We all have, you see, an inclination to replace Christ's positive, infinitely hopeful vision of life with one that is vulnerable to temptation, centered in a demand for this or for that natural or physical thing, as opposed to God's vision of life focused intently upon Him and the deep, unwavering reality that the Lord and His Kingdom are supremely real, ever-present… HERE! For true the Lord's vision of life, which has His Divine and all-powerful Love, His Spirit you might say as the very core and engine that runs at the heart of everything in our universe, is what Christ our Lord came to bear witness to…to bear witness to the truth. The truth which cannot be beaten to death by whips, nor killed horribly upon a cross. And more than the might of the United States Army, more than the pleasure the U.S. dollar does bring, we are born to enjoy FAITH…A PROFOUND FEELING OF TRUST…in the Lord God Himself, and the glorious and wonderful Love that makes up His very Being. For this incredible and beautiful Energy of compassion and wisdom, which is so very active and “on the go” in the world (also known as the Holy Spirit), is who and what God really is.
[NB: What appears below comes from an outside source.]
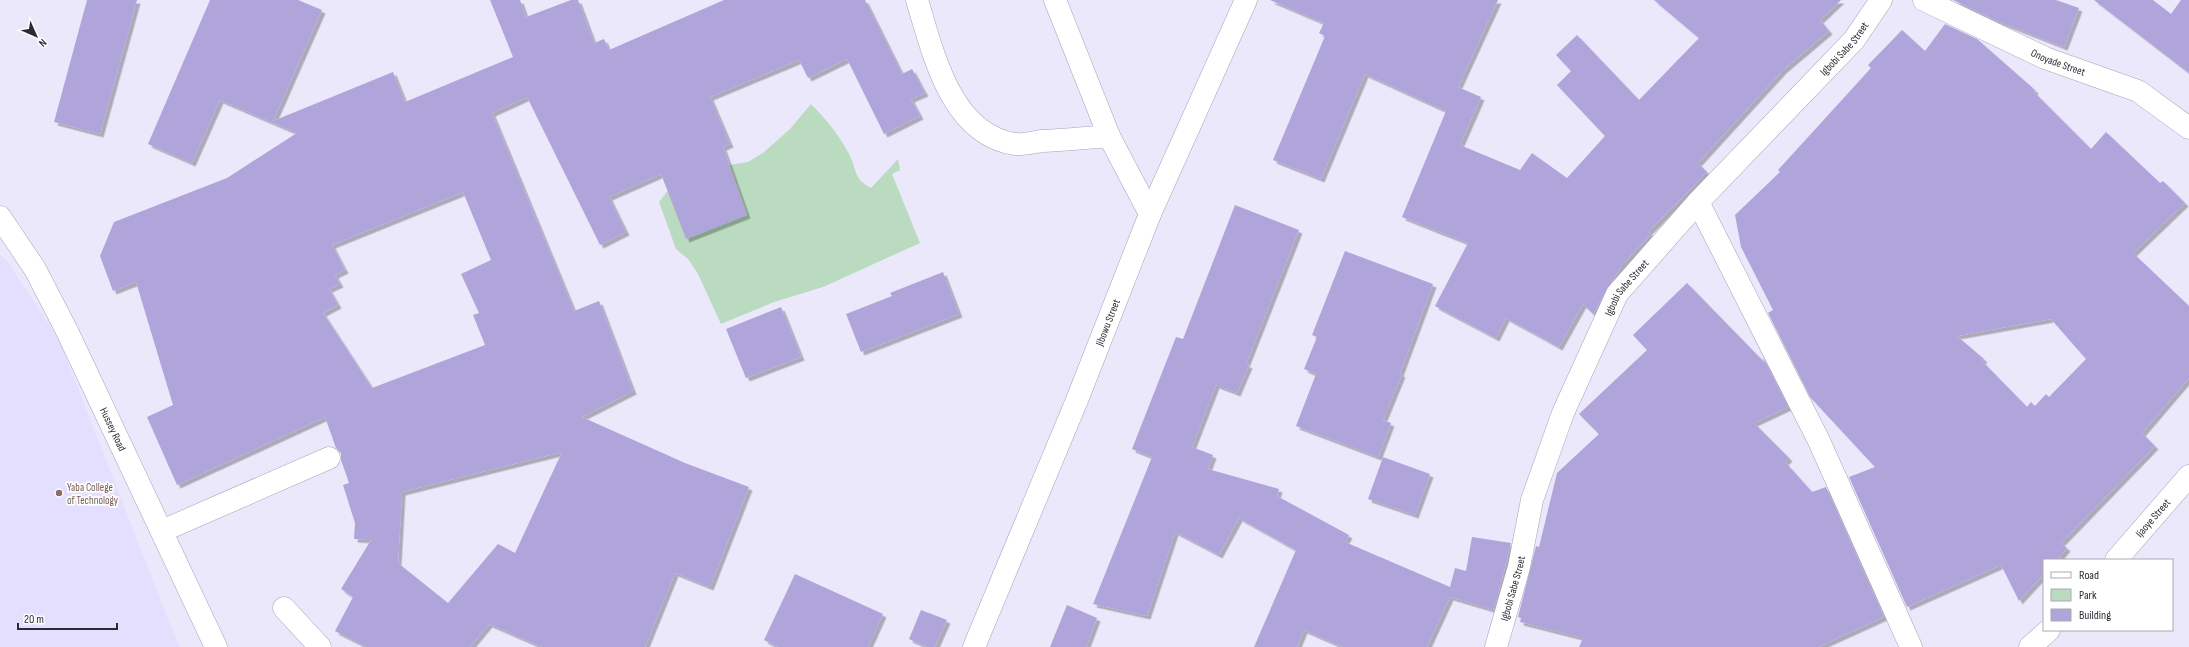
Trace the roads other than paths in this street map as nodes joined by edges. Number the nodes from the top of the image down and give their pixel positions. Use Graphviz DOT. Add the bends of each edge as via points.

We hear this great truth pulsing through the heart of the Bible, such as in the key passages in Isaiah's prophetic words we read this morning together: God says, “`So now I swear never to be angry with you and never to rebuke you again. For the mountains may go away and the hills may totter, but My steadfast love will never leave you, and My covenant of peace shall not be removed,' says the Lord, who has compassion on you.”
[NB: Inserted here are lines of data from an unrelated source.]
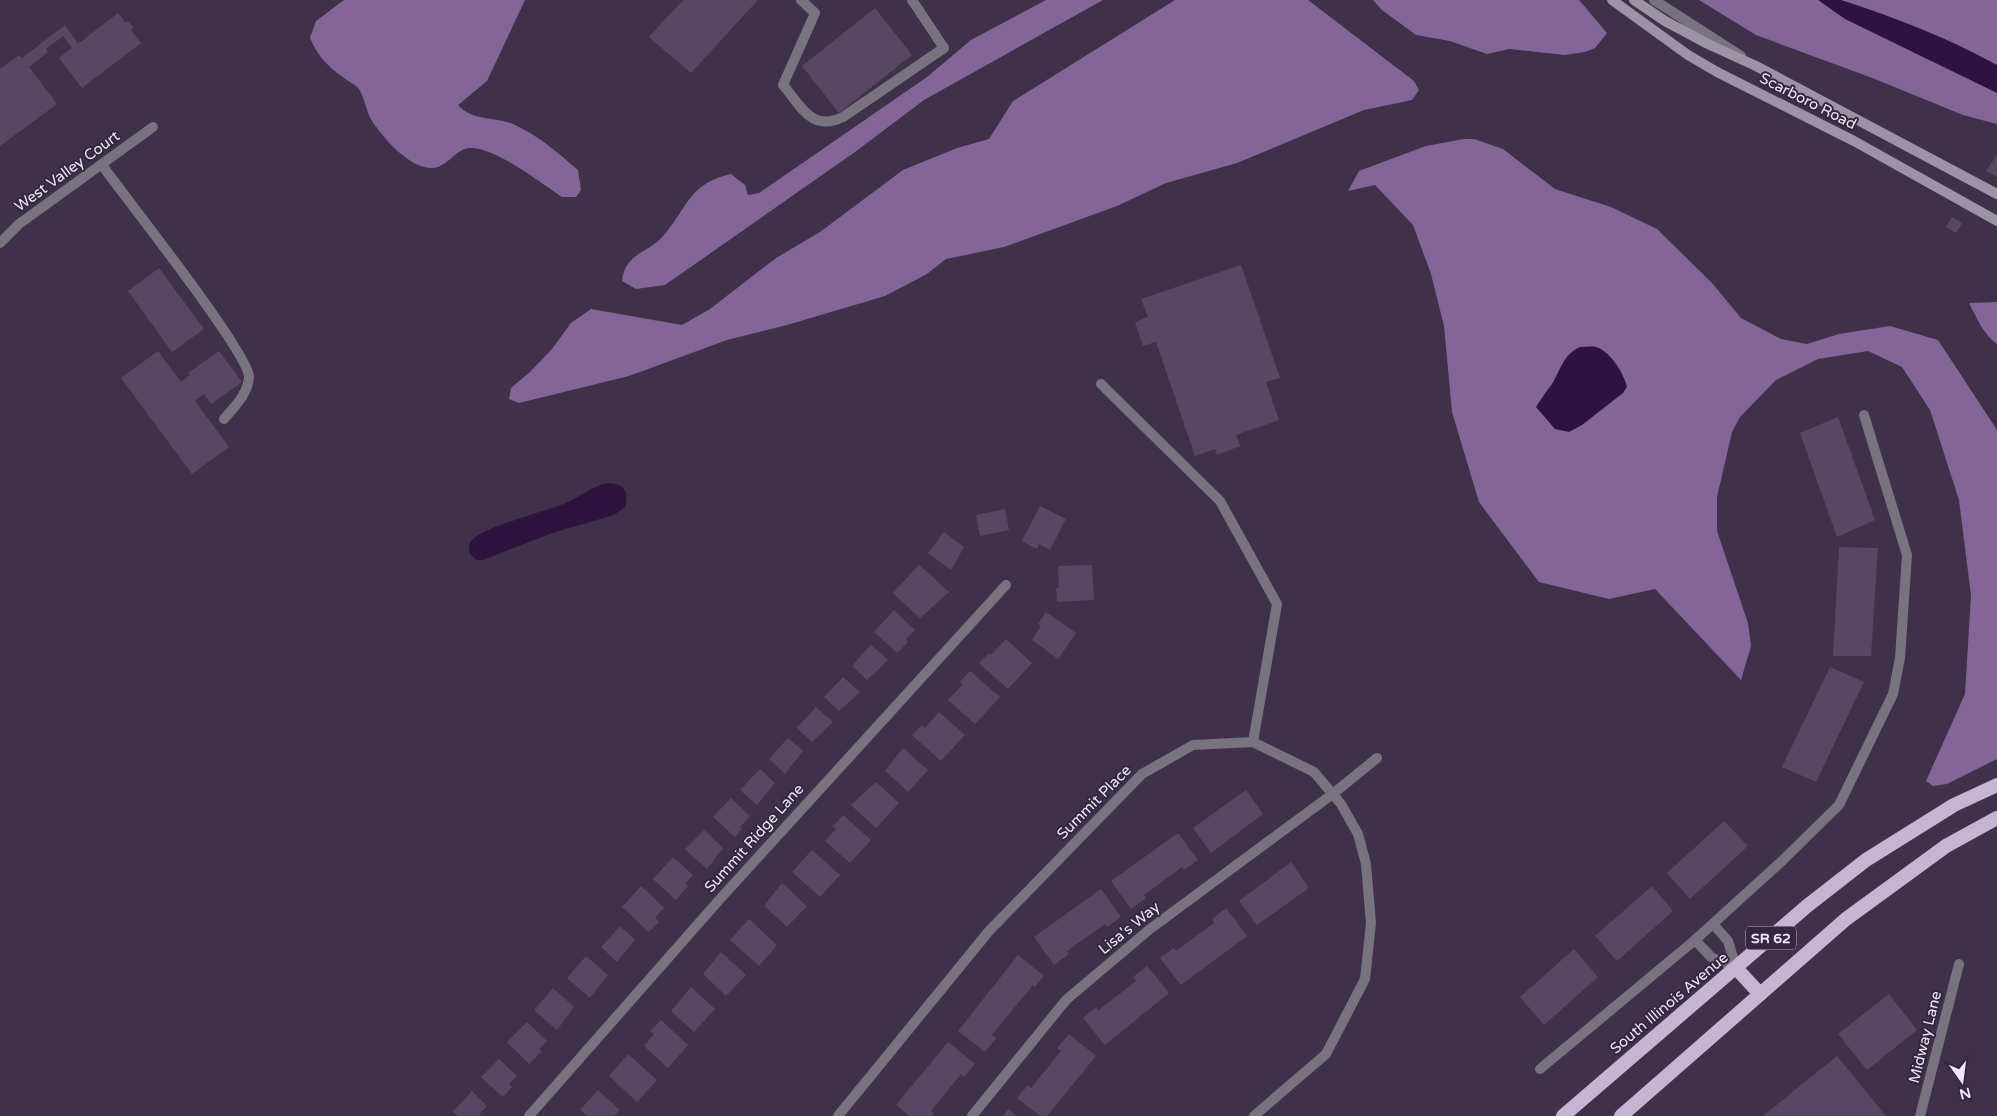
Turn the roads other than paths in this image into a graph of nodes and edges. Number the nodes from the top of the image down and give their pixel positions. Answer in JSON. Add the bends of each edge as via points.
{"nodes":[{"id":1,"x":801,"y":0,"type":"edge"},
{"id":2,"x":912,"y":0,"type":"edge"},
{"id":3,"x":1612,"y":0,"type":"edge"},
{"id":4,"x":1634,"y":0,"type":"edge"},
{"id":5,"x":1654,"y":0,"type":"edge"},
{"id":6,"x":1756,"y":66,"type":"junction"},
{"id":7,"x":153,"y":127,"type":"dead end"},
{"id":8,"x":102,"y":165,"type":"junction"},
{"id":9,"x":1997,"y":194,"type":"edge"},
{"id":10,"x":1997,"y":221,"type":"edge"},
{"id":11,"x":0,"y":243,"type":"edge"},
{"id":12,"x":1101,"y":384,"type":"dead end"},
{"id":13,"x":1864,"y":415,"type":"dead end"},
{"id":14,"x":224,"y":419,"type":"dead end"},
{"id":15,"x":1006,"y":585,"type":"dead end"},
{"id":16,"x":1253,"y":742,"type":"junction"},
{"id":17,"x":1376,"y":758,"type":"dead end"},
{"id":18,"x":1997,"y":785,"type":"edge"},
{"id":19,"x":1334,"y":793,"type":"junction"},
{"id":20,"x":1997,"y":818,"type":"edge"},
{"id":21,"x":1977,"y":829,"type":"junction"},
{"id":22,"x":1997,"y":829,"type":"edge"},
{"id":23,"x":1713,"y":924,"type":"junction"},
{"id":24,"x":1695,"y":940,"type":"junction"},
{"id":25,"x":1959,"y":964,"type":"dead end"},
{"id":26,"x":1736,"y":968,"type":"junction"},
{"id":27,"x":1760,"y":994,"type":"junction"},
{"id":28,"x":1540,"y":1069,"type":"dead end"},
{"id":29,"x":529,"y":1116,"type":"edge"},
{"id":30,"x":838,"y":1116,"type":"edge"},
{"id":31,"x":972,"y":1116,"type":"edge"},
{"id":32,"x":1254,"y":1116,"type":"edge"},
{"id":33,"x":1563,"y":1116,"type":"edge"},
{"id":34,"x":1621,"y":1116,"type":"edge"},
{"id":35,"x":1920,"y":1116,"type":"edge"}],
"edges":[{"from":1,"to":2,"type":"street","via":[[815,13],[783,85],[814,121],[822,123],[843,117],[944,48]]},
{"from":3,"to":10,"type":"main road","name":"Scarboro Road","via":[[1716,72],[1828,128]]},
{"from":4,"to":6,"type":"main road","name":"Scarboro Road","via":[[1665,21]]},
{"from":5,"to":6,"type":"street"},
{"from":6,"to":9,"type":"main road","name":"Scarboro Road"},
{"from":7,"to":8,"type":"street","name":"West Valley Court"},
{"from":8,"to":11,"type":"street","name":"West Valley Court","via":[[20,224]]},
{"from":8,"to":14,"type":"street","via":[[226,332],[247,368],[249,376],[244,395]]},
{"from":12,"to":16,"type":"street","via":[[1220,501],[1277,604]]},
{"from":13,"to":23,"type":"street","via":[[1907,554],[1900,658],[1893,694],[1839,805]]},
{"from":15,"to":29,"type":"street","name":"Summit Ridge Lane","via":[[720,899]]},
{"from":16,"to":19,"type":"street","name":"Summit Place","via":[[1314,772]]},
{"from":16,"to":30,"type":"street","name":"Summit Place","via":[[1193,745],[1142,774],[989,930]]},
{"from":17,"to":19,"type":"street","name":"Lisa's Way"},
{"from":18,"to":26,"type":"highway","name":"South Illinois Avenue","number":"SR 62","via":[[1954,805],[1866,860]]},
{"from":19,"to":31,"type":"street","name":"Lisa's Way","via":[[1150,929],[1066,1000]]},
{"from":19,"to":32,"type":"street","name":"Summit Place","via":[[1358,834],[1366,864],[1371,923],[1365,979],[1326,1054]]},
{"from":20,"to":21,"type":"highway","number":"SR 62"},
{"from":21,"to":22,"type":"highway"},
{"from":21,"to":27,"type":"highway","number":"SR 62","via":[[1946,846],[1846,920]]},
{"from":23,"to":24,"type":"street"},
{"from":23,"to":26,"type":"street","via":[[1728,941]]},
{"from":24,"to":26,"type":"street","via":[[1711,957]]},
{"from":24,"to":28,"type":"street"},
{"from":25,"to":35,"type":"street","name":"Midway Lane"},
{"from":26,"to":27,"type":"highway"},
{"from":26,"to":33,"type":"highway","name":"South Illinois Avenue","number":"SR 62"},
{"from":27,"to":34,"type":"highway","number":"SR 62"}]}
Indeed, those who choose to open their eyes, as Mary, Peter and John did, to the warm, infinitely loving Presence of God in His Divine-Humanity, brought into the world through the glorified Christ our Lord, open themselves to the positive bent of life Christ creates. The Lord has a positive vision and bent to life—depicted in part by the peaceful presence of angels glowing in white light, seated near the deathbed of the Lord. Yet it is a given that we must go through so many varieties of spiritual struggle, testing and trial, symbolically shown in the whole drama of the Bible from Genesis to Revelation in order that we can be made strong, as a bar of steel is made strong within the hot, fiery furnace on its way to becoming tempered and ready for action.
May your own deeply important, and yet at times excruciatingly difficult, spiritual and emotional trials and temptations continue to bring you to the doorway of seeing and feeling the risen Lord as well. May your mourning and tears bring you toward deep, spiritual joy in hearing the Lord calling your name too. May you welcome God in Christ through the locked doorways of doubt and fear within you, allowing Jesus to show you personally that He is alive and by your side.
And may Easter joy and peace live and thrive even more in our world as we celebrate the glory of Easter morning, as our world longs for growth and healing…in Jesus Christ our Lord…amen.